Berikut adalah tahapan penyelesaian gugatan sederhana:
- Gugatan sederhana diperiksa dan diputus oleh Hakim tunggal yang ditunjuk oleh Ketua Pengadilan.
- Tahapan penyelesaian gugatan sederhana meliputi:
- a. pendaftaran;
- b. pemeriksaan kelengkapan gugatan sederhana;
- c. penetapan Hakim dan penunjukan panitera pengganti;
- d. pemeriksaan pendahuluan;
- e. penetapan hari sidang dan pemanggilan para pihak;
- f. pemeriksaan sidang dan perdamaian;
- g. pembuktian; dan
- h. putusan.
- Penyelesaian gugatan sederhana paling lama 25 (dua puluh lima) hari sejak hari sidang pertama.
Merujuk pada isi Perma No 2 tahun 2015, maka Pemeriksaan Pendahuluan menjadi tahapan paling krusial karena di tahap ini, hakim berwenang menilai dan kemudian menentukan apakah perkara tersebut adalah gugatan sederhana.
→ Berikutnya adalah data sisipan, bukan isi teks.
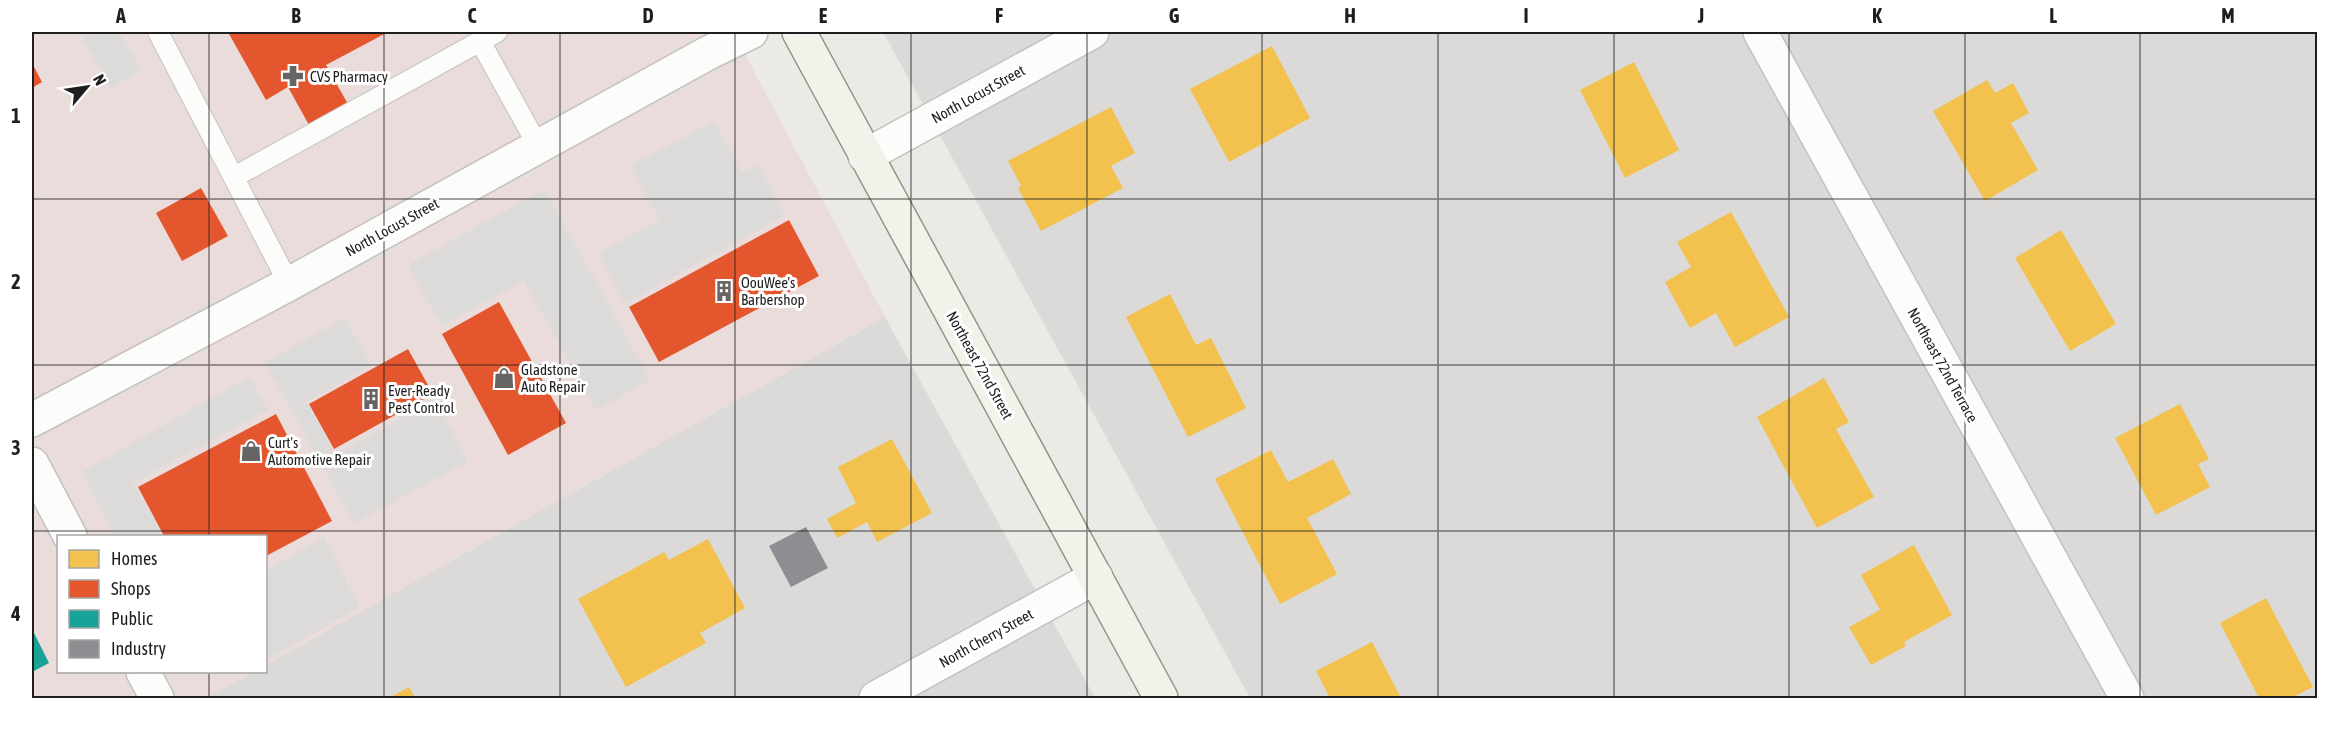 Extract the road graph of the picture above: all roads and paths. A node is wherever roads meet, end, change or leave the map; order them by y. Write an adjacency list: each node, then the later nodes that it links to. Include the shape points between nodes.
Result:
1 (158, 32): 9 (lane)
2 (751, 32): 7 (street, North Locust Street)
3 (799, 32): 8 (main road, Northeast 72nd Street)
4 (1092, 32): 8 (street, North Locust Street)
5 (1760, 32): 19 (street, Northeast 72nd Terrace)
6 (489, 36): 7 (lane); 9 (lane)
7 (538, 146): 10 (street, North Locust Street)
8 (865, 156): 14 (main road, Northeast 72nd Street)
9 (234, 177): 10 (lane)
10 (290, 284): 11 (street, North Locust Street)
11 (32, 420)
12 (32, 464): 13 (street)
13 (69, 535)
14 (1096, 577): 17 (street, North Cherry Street); 18 (main road, Northeast 72nd Street)
15 (144, 673): 16 (street)
16 (157, 699)
17 (876, 699)
18 (1161, 699)
19 (2127, 699) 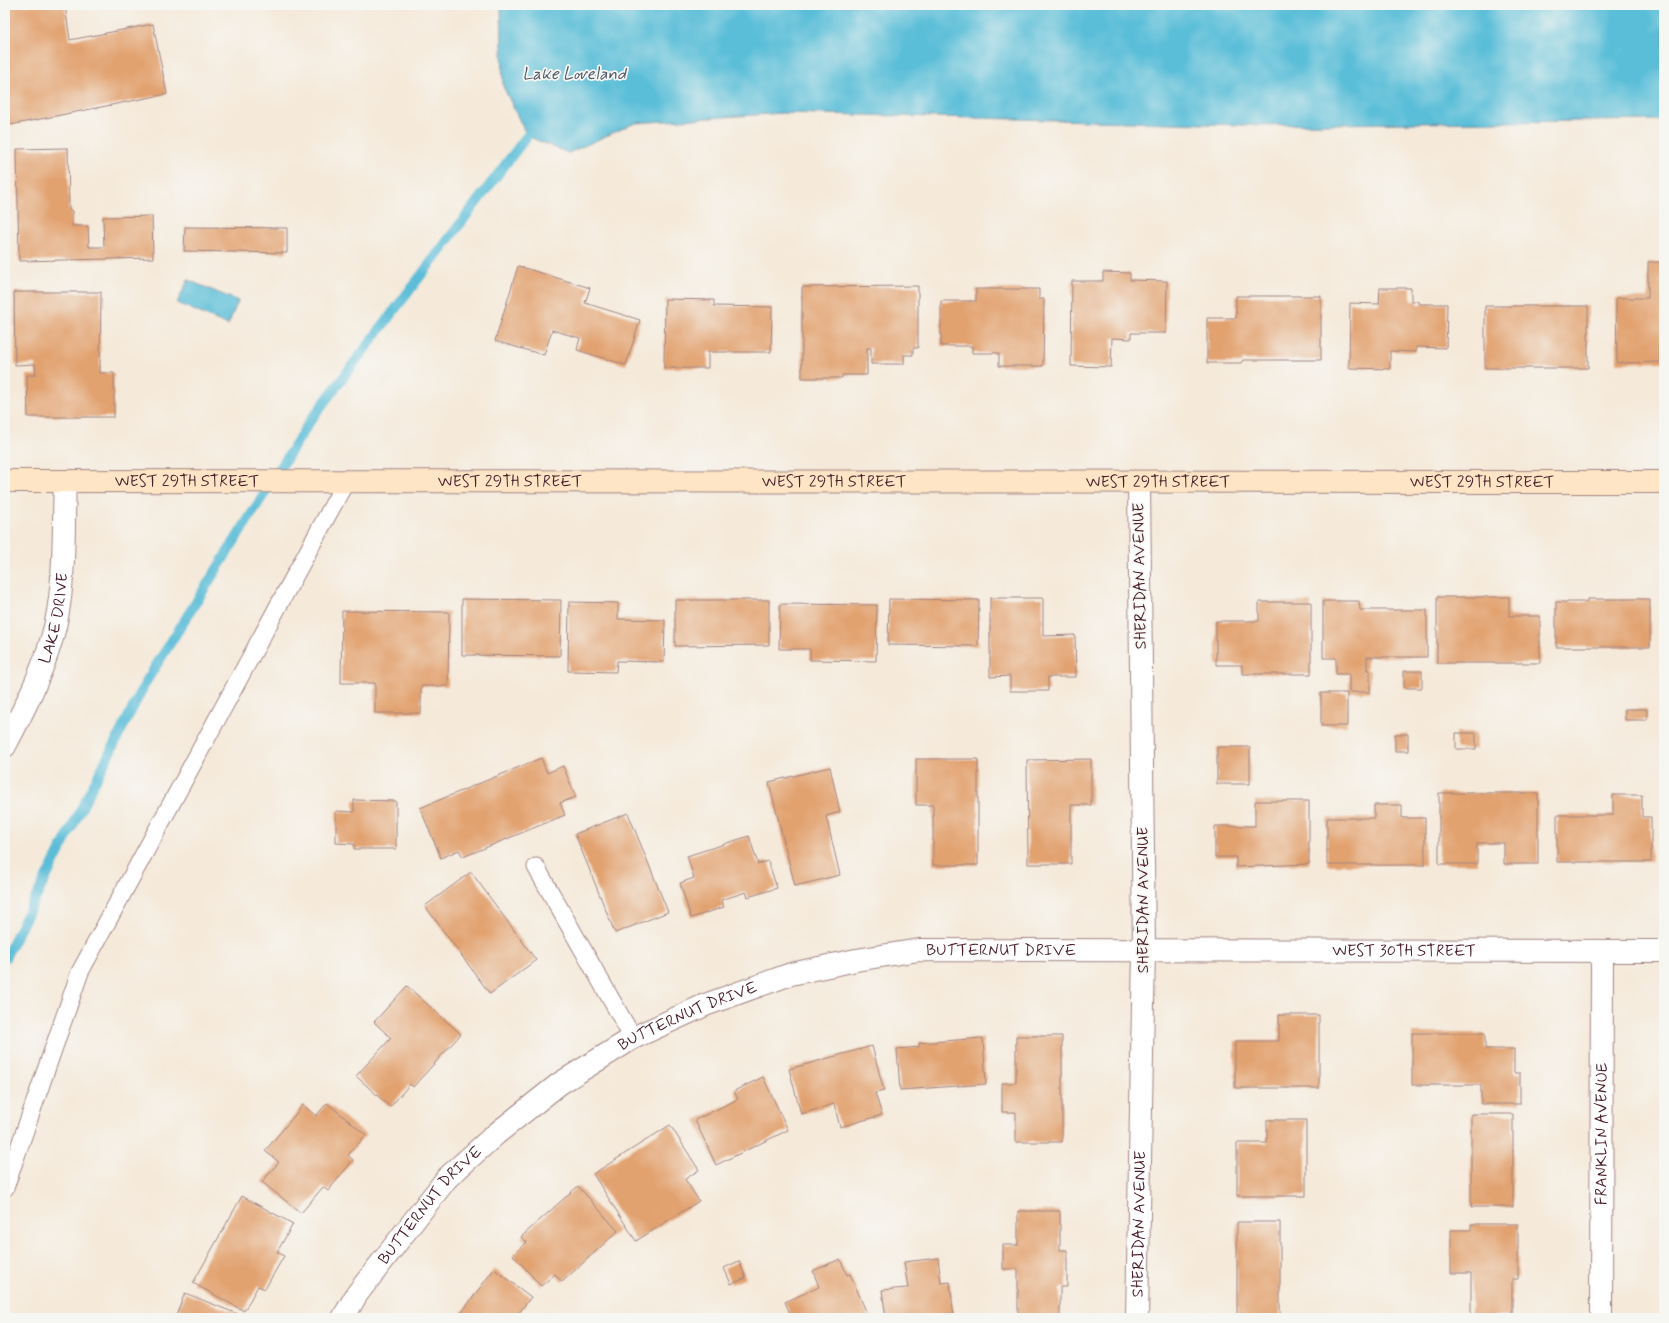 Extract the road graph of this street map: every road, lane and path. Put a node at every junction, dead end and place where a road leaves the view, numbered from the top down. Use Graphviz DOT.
graph roads {
  1 [pos="5,481"];
  2 [pos="65,481"];
  3 [pos="346,482"];
  4 [pos="1139,482"];
  5 [pos="1664,482"];
  6 [pos="5,746"];
  7 [pos="536,867"];
  8 [pos="1144,951"];
  9 [pos="1602,951"];
  10 [pos="1664,951"];
  11 [pos="633,1038"];
  12 [pos="5,1188"];
  13 [pos="343,1318"];
  14 [pos="1137,1318"];
  15 [pos="1601,1318"];
  1 -- 2 [label="main road, WEST 29TH STREET"];
  2 -- 3 [label="main road, WEST 29TH STREET"];
  2 -- 6 [label="street, LAKE DRIVE"];
  3 -- 4 [label="main road, WEST 29TH STREET"];
  3 -- 12 [label="lane"];
  4 -- 5 [label="main road, WEST 29TH STREET"];
  4 -- 8 [label="street, SHERIDAN AVENUE"];
  7 -- 11 [label="lane"];
  8 -- 9 [label="street, WEST 30TH STREET"];
  8 -- 11 [label="street, BUTTERNUT DRIVE"];
  8 -- 14 [label="street, SHERIDAN AVENUE"];
  9 -- 10 [label="street, WEST 30TH STREET"];
  9 -- 15 [label="street, FRANKLIN AVENUE"];
  11 -- 13 [label="street, BUTTERNUT DRIVE"];
}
Di dalam Pemeriksaan Pendahuluan, apabila dalam pemeriksaan Hakim berpendapat bahwa gugatan tidak termasuk dalam gugatan sederhana, maka Hakim mengeluarkan penetapan yang menyatakan bahwa gugatan bukan gugatan sederhana, mencoret dari register perkara dan memerintahkan pengembalian sisa biaya perkara kepada penggugat.
Terkait putusan akhir gugatan sederhana, para pihak dapat mengajukan keberatan paling lambat 7 (tujuh) hari setelah putusan diucapkan atau setelah pemberitahuan putusan. Keberatan ini diputus majelis hakim sebagai putusan akhir, sehingga tidak tersedia upaya hukum banding, kasasi, atau peninjauan kembali.
Di dalam Perma No 2 tahun 2015 disebutkan bahwa hakim wajib untuk berperan aktif dalam:
a. memberikan penjelasan mengenai acara gugatan sederhana secara berimbang kepada para pihak;
b. mengupayakan penyelesaian perkara secara damai termasuk menyarankan kepada para pihak untuk melakukan perdamaian di luar persidangan;
c. menuntun para pihak dalam pembuktian; dan
d. menjelaskan upaya hukum yang dapat ditempuh para pihak.